- _WORK ITEM_
Every line of the data must be retyped exactly as it stands.

- _WORKING DATA_
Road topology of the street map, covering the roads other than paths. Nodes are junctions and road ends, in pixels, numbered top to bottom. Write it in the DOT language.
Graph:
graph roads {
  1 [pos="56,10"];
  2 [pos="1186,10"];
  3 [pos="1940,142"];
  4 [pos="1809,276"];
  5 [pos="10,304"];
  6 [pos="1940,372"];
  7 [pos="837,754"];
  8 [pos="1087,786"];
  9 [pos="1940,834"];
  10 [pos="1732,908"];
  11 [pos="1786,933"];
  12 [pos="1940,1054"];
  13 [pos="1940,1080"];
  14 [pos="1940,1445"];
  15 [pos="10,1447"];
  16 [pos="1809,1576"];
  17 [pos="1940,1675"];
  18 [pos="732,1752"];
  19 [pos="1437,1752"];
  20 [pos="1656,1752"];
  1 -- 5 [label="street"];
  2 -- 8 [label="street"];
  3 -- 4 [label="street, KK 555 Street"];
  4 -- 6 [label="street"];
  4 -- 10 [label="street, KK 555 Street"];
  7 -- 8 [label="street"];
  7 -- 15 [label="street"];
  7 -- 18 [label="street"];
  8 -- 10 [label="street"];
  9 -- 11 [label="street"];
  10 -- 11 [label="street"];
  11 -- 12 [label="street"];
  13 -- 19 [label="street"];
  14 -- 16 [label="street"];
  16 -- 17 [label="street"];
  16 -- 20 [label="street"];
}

- _TASK OUTPUT_
Road topology of the street map, covering the roads other than paths. Nodes are junctions and road ends, in pixels, numbered top to bottom. Write it in the DOT language.
Graph:
graph roads {
  1 [pos="56,10"];
  2 [pos="1186,10"];
  3 [pos="1940,142"];
  4 [pos="1809,276"];
  5 [pos="10,304"];
  6 [pos="1940,372"];
  7 [pos="837,754"];
  8 [pos="1087,786"];
  9 [pos="1940,834"];
  10 [pos="1732,908"];
  11 [pos="1786,933"];
  12 [pos="1940,1054"];
  13 [pos="1940,1080"];
  14 [pos="1940,1445"];
  15 [pos="10,1447"];
  16 [pos="1809,1576"];
  17 [pos="1940,1675"];
  18 [pos="732,1752"];
  19 [pos="1437,1752"];
  20 [pos="1656,1752"];
  1 -- 5 [label="street"];
  2 -- 8 [label="street"];
  3 -- 4 [label="street, KK 555 Street"];
  4 -- 6 [label="street"];
  4 -- 10 [label="street, KK 555 Street"];
  7 -- 8 [label="street"];
  7 -- 15 [label="street"];
  7 -- 18 [label="street"];
  8 -- 10 [label="street"];
  9 -- 11 [label="street"];
  10 -- 11 [label="street"];
  11 -- 12 [label="street"];
  13 -- 19 [label="street"];
  14 -- 16 [label="street"];
  16 -- 17 [label="street"];
  16 -- 20 [label="street"];
}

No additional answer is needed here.